The facts of the case of MF Global are depressingly familiar. A mix of greed and stupidity resulted in the eighth largest bankruptcy in the history of the country, leaving thousands unemployed and unsecured creditors with maybe $0.34 on the dollar. When the company filed for bankruptcy protection, its capital was leveraged 80 to 1, more than double the level of leverage in Bear Stearns or Lehman Brothers. When MF Global ran out of its own money, MF Global used its clients' money for the firm's benefit. The only reason that the firm did not trigger a new financial crisis is that few institutions had followed them in a narrow sector bet of such magnitude.

The CFTC investigation of MF Global uncovered compelling evidence that senior management of the firm authorized the misuse of customer funds. These officers knew that the funds had been misused, and subsequently made misstatements of fact not only to Congress but the bankruptcy court as well. The danger in this case is that Washington is setting an even lower standard of accountability of those entrusted with our financial system.

"Misused funds" means that MF Global loaned customer money to itself to cover the company's bets on the European bond market while the company was working on the details of its own bankruptcy filing. It knowingly invested client money in an investment which benefited itself, and which the company knew was probably worthless. As the CFTC said in its complaint, MF Global "used customer funds for impermissible investments in securities that were not considered readily marketable or highly liquid in violation of CFTC regulation." That sounds like a long-winded way to say it stole.

At this point, it is unclear how much of the money customers will get back. While the government claims that customers will get 100% restitution, it is pending approval of the bankruptcy court. Even so, this promise does not mean that customers will be compensated for the losses caused by the bankruptcy. The bankruptcy order which froze the firm's accounts meant many clients were unable close their option positions, creating a potential massive loss. These clients aren't getting their money back.

It is also unclear why this transaction is not illegal. Reuters explains that in the MF Global case there was a "lack of bad motives or an intent to steal or deceive." A writer at The Wall Street Journal speculated that workers could claim that poor record keeping led to confusion.  Others have speculated that investing in a company that is working on a bankruptcy filing is nothing more than poor judgement. These journalists make a very forgiving jury.  

The problems of MF Global stem from Jon Corzine, who wanted to transform the company from a commodities broker to an investment bank. He didn't have a business plan. He had a very heavily leveraged bet on the politics of the European Central Bank ("ECB"). Corzine thought that the ECB would intervene in a segment of the bond market lifting the price on discounted bonds. This was not an investment. It was a bet on politics that unraveled in a financial domino effect.

The debt situation in Europe continued to worsen, causing bond prices to drop.
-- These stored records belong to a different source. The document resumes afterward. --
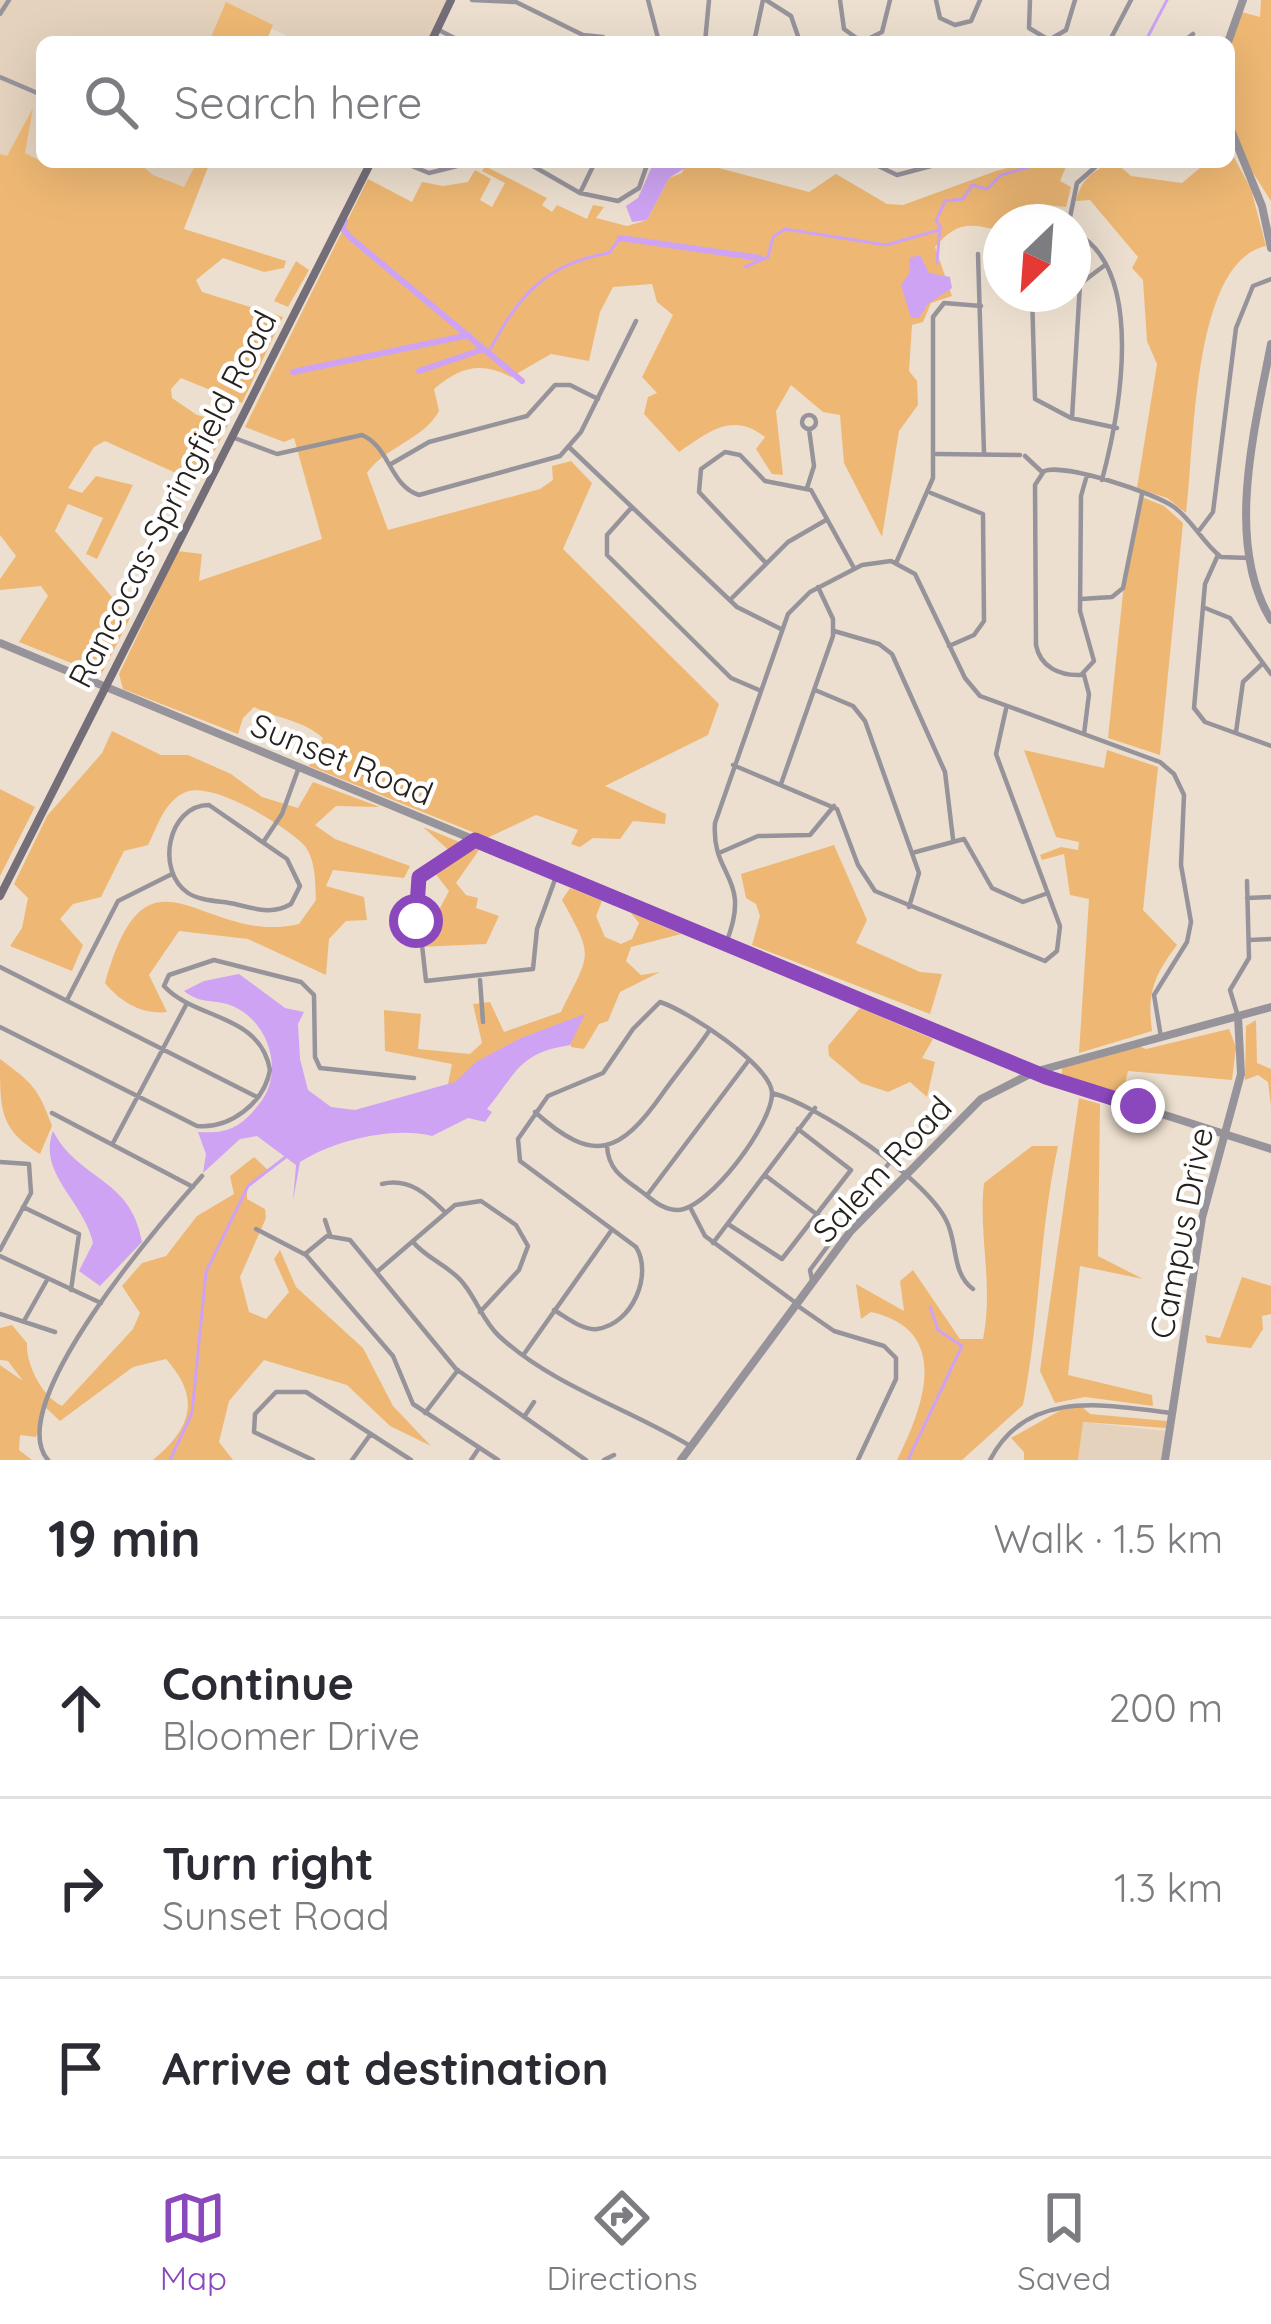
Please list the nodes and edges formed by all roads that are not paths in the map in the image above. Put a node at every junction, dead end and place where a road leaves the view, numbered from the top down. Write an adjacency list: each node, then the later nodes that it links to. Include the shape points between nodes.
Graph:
1 (9, 0): 15 (street)
2 (452, 0): 16 (main road)
3 (472, 0): 20 (street, via 516,2)
4 (648, 0): 21 (street)
5 (709, 0): 22 (street)
6 (765, 0): 23 (street); 24 (street, via 791,16)
7 (840, 0): 25 (street, via 844,29)
8 (890, 0): 26 (street, via 884,29)
9 (936, 0): 10 (street, via 940,18 955,25 971,21)
10 (980, 0)
11 (1030, 0): 27 (street, via 1029,28)
12 (1075, 0): 28 (street, via 1066,31)
13 (1131, 0): 29 (street)
14 (1243, 0): 31 (street)
15 (0, 14)
16 (437, 29): 18 (main road); 19 (street)
17 (1193, 34): 30 (street)
18 (433, 36)
19 (451, 36)
20 (593, 36)
21 (657, 36)
22 (706, 36)
23 (756, 36)
24 (798, 36)
25 (857, 36)
26 (874, 36)
27 (1042, 36)
28 (1057, 36)
29 (1112, 36)
30 (1191, 36)
31 (1230, 36)
32 (0, 77): 33 (street)
33 (36, 92)
34 (1235, 140): 48 (street)
35 (367, 168): 63 (main road, Rancocas-Springfield Road)
36 (417, 168): 37 (street)
37 (448, 168)
38 (536, 168): 46 (street)
39 (592, 168): 46 (street)
40 (646, 168): 46 (street, via 627,198)
41 (880, 168): 45 (street)
42 (894, 168): 45 (street)
43 (930, 168): 45 (street)
44 (1094, 168): 47 (street, via 1077,183)
45 (892, 174)
46 (580, 193)
47 (1073, 204)
48 (1269, 214): 49 (street)
49 (1271, 248)
50 (1091, 250): 52 (street)
51 (978, 254): 54 (street)
52 (1105, 265): 60 (street, via 1080,284); 61 (street, via 1119,295)
53 (1271, 279): 76 (street, via 1253,286 1238,322 1213,512)
54 (981, 306): 65 (street); 66 (street, via 944,303 934,313)
55 (1033, 312): 60 (street, via 1035,399)
56 (636, 321): 59 (street)
57 (1271, 344): 58 (street)
58 (1268, 377): 78 (street, via 1248,510)
59 (598, 399): 64 (street); 67 (street, via 555,385 527,416 429,442)
60 (1072, 418): 61 (street)
61 (1117, 428): 70 (street)
62 (809, 430): 71 (street, via 814,466)
63 (232, 437): 67 (street, via 277,454 362,435); 94 (main road, Rancocas-Springfield Road)
64 (570, 448): 67 (street, via 541,465 426,494 406,490); 74 (street)
65 (983, 453): 66 (street); 68 (street, via 1023,455)
66 (934, 454): 72 (street)
67 (389, 465)
68 (1042, 472): 69 (street, via 1057,467); 92 (street, via 1035,485 1036,651 1051,668)
69 (1087, 476): 70 (street); 83 (street)
70 (1102, 480): 73 (street)
71 (807, 488): 75 (street); 80 (street, via 765,482 731,452 699,472 702,498)
72 (929, 491): 79 (street); 90 (street, via 983,514 984,622)
73 (1142, 494): 76 (street, via 1174,507); 83 (street, via 1123,588 1108,598)
74 (632, 506): 84 (street); 95 (street, via 607,535 607,555 734,680)
75 (828, 519): 80 (street); 81 (street)
76 (1197, 534): 77 (street)
77 (1218, 555): 78 (street); 85 (street)
78 (1249, 558): 86 (street)
79 (896, 562): 81 (street); 90 (street, via 918,579)
80 (766, 563): 84 (street)
81 (854, 568): 82 (street)
82 (818, 587): 87 (street); 88 (street)
83 (1081, 598): 92 (street, via 1094,656)
84 (730, 600): 87 (street)
85 (1203, 608): 91 (street, via 1230,619); 98 (street, via 1194,708 1205,722)
86 (1271, 620)
87 (781, 628): 95 (street)
88 (834, 631): 96 (street); 105 (street, via 892,654 945,772)
89 (0, 643): 94 (street, Sunset Road)
90 (949, 646): 97 (street, via 975,692)
91 (1263, 663): 93 (street); 98 (street, via 1243,682)
92 (1084, 674): 99 (street)
93 (1271, 674)
94 (104, 687): 102 (street, Sunset Road); 113 (main road, Rancocas-Springfield Road)
95 (759, 690): 101 (street)
96 (815, 690): 103 (street); 108 (street, via 861,714)
97 (1006, 709): 99 (street); 114 (street, via 995,750)
98 (1236, 733): 100 (street)
99 (1084, 734): 130 (street, via 1164,764 1182,790 1190,930 1154,995)
100 (1271, 746)
101 (733, 765): 103 (street); 109 (street, via 715,823)
102 (299, 767): 106 (street, Sunset Road); 107 (street)
103 (782, 784): 104 (street)
104 (834, 806): 109 (street, via 810,835 758,836); 117 (street, via 867,883)
105 (953, 839): 108 (street); 114 (street, via 972,843 1000,893 1026,902)
106 (475, 840): 111 (street, Sunset Road); 122 (street, via 420,875 415,911 424,979)
107 (263, 841): 110 (street, via 218,808 194,807 169,848); 110 (street, via 298,873 295,900 281,909 195,896)
108 (912, 853): 117 (street, via 919,880)
109 (719, 854): 120 (street, via 739,902)
110 (172, 874): 123 (street, via 118,901)
111 (557, 874): 120 (street, Sunset Road); 122 (street, via 537,928 535,968)
112 (1247, 881): 116 (street)
113 (1, 890)
114 (1048, 893): 117 (street, via 1060,935 1055,955 1043,961)
115 (1271, 897): 116 (street)
116 (1247, 898): 119 (street)
117 (909, 907)
118 (1271, 939): 119 (street)
119 (1249, 940): 126 (street, via 1248,962 1230,990)
120 (726, 944): 134 (street, Sunset Road)
121 (0, 967): 123 (street)
122 (480, 978): 127 (street)
123 (67, 1000): 131 (street)
124 (187, 1004): 131 (street); 135 (street, via 164,981 209,960 298,981 314,995 320,1067); 139 (street, via 226,1016 265,1053 269,1074)
125 (1271, 1007): 126 (street, Salem Road)
126 (1238, 1016): 130 (street, Salem Road); 144 (street, Campus Drive, via 1243,1062)
127 (483, 1022)
128 (0, 1027): 138 (street)
129 (709, 1031): 132 (street); 141 (street, via 662,1002 603,1073 551,1094); 146 (street, via 637,1129)
130 (1161, 1037): 133 (street, Salem Road)
131 (163, 1049): 138 (street); 139 (street)
132 (749, 1060): 137 (street); 155 (street)
133 (1063, 1063): 134 (street, Salem Road); 136 (street, via 1057,1074)
134 (1034, 1072): 136 (street, Sunset Road); 151 (street, Salem Road, via 976,1103)
135 (414, 1078)
136 (1066, 1084): 144 (street, Sunset Road)
137 (772, 1094): 140 (street); 157 (street, via 753,1137)
138 (137, 1097): 139 (street, via 200,1127 220,1125); 145 (street)
139 (258, 1097)
140 (815, 1108): 143 (street); 149 (street)
141 (535, 1112): 146 (street, via 582,1145); 163 (street, via 518,1156)
142 (52, 1113): 145 (street)
143 (798, 1130): 150 (street); 159 (street, via 851,1170)
144 (1223, 1134): 147 (street, Sunset Road); 185 (street, Campus Drive, via 1199,1231)
145 (113, 1143): 154 (street)
146 (608, 1146): 155 (street, via 616,1173)
147 (1271, 1149)
148 (0, 1162): 156 (street, via 29,1164 33,1185)
149 (889, 1162): 151 (street); 171 (street, via 811,1270)
150 (764, 1175): 159 (street); 161 (street)
151 (902, 1176): 171 (street, Salem Road); 172 (street, via 941,1211 960,1276)
152 (202, 1177): 154 (street)
153 (382, 1184): 158 (street, via 422,1190)
154 (193, 1187): 174 (street)
155 (647, 1196): 157 (street, via 665,1208)
156 (23, 1207): 167 (street); 173 (street, via 79,1234)
157 (691, 1208): 166 (street)
158 (446, 1213): 165 (street); 177 (street, via 462,1201 481,1201 527,1243 521,1267)
159 (819, 1216): 161 (street, via 782,1259)
160 (326, 1220): 164 (street)
161 (728, 1224): 166 (street)
162 (256, 1229): 168 (street)
163 (611, 1230): 176 (street); 176 (street, via 646,1262 632,1301 604,1328 590,1330)
164 (330, 1235): 168 (street); 169 (street, via 353,1242)
165 (413, 1242): 169 (street); 177 (street, via 462,1281)
166 (713, 1243): 175 (street)
167 (0, 1253): 170 (street)
168 (305, 1254): 184 (street, via 393,1356 406,1397)
169 (378, 1271): 182 (street)
170 (47, 1280): 173 (street); 179 (street)
171 (813, 1281): 175 (street, Salem Road)
172 (973, 1289)
173 (71, 1290): 174 (street)
174 (101, 1303): 191 (street, via 39,1414 38,1443)
175 (796, 1304): 188 (street, Salem Road); 200 (street, via 896,1358 896,1379)
176 (554, 1310): 181 (street)
177 (480, 1312): 181 (street)
178 (0, 1314): 179 (street)
179 (24, 1321): 180 (street)
180 (55, 1332)
181 (524, 1354): 188 (street)
182 (458, 1370): 184 (street); 186 (street)
183 (534, 1402): 186 (street)
184 (425, 1413): 189 (street)
185 (1172, 1413): 201 (street, via 1064,1404 1016,1427); 202 (street, Campus Drive)
186 (524, 1417): 197 (street)
187 (371, 1434): 192 (street, via 306,1392 276,1392 255,1414 254,1432); 193 (street); 194 (street)
188 (692, 1447): 199 (street, Salem Road)
189 (479, 1448): 195 (street); 196 (street)
190 (614, 1455): 198 (street)
191 (48, 1460)
192 (313, 1460)
193 (352, 1460)
194 (410, 1460)
195 (471, 1460)
196 (498, 1460)
197 (586, 1460)
198 (604, 1460)
199 (681, 1460)
200 (859, 1460)
201 (990, 1460)
202 (1166, 1460)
As prices dropped, lenders put margin calls on MF Global requiring more money. The margin calls created financial losses, which in turn led to a downgrade of the company's credit rating. The lower credit rating set off more margin calls.  Through out the process, MF Global was little more than a drunk at the craps table, doubling up every loss.

The CFTC's complaint against the former officers lists pages of events leading up to the collapse of the company.  The complaint includes a near-daily recounting of violations of corporate policy and government regulations. One attempt to deceive the Bank Of New York ended with the assistant treasurer saying on a recorded line that she hadn't copied people within MF Global on an email to BONY, because "I don’t want to take anyone down with me."

For his role in this collapse, Corzine continues to face a civil complaint from the CFTC. He faces possible perjury changes for his testimony before Congress in 2011. But today no one faces jail time including the assistant treasury who authorized the money movement. The Justice Department has five years to file criminal charges, so this may change. But nothing will change until Washington does.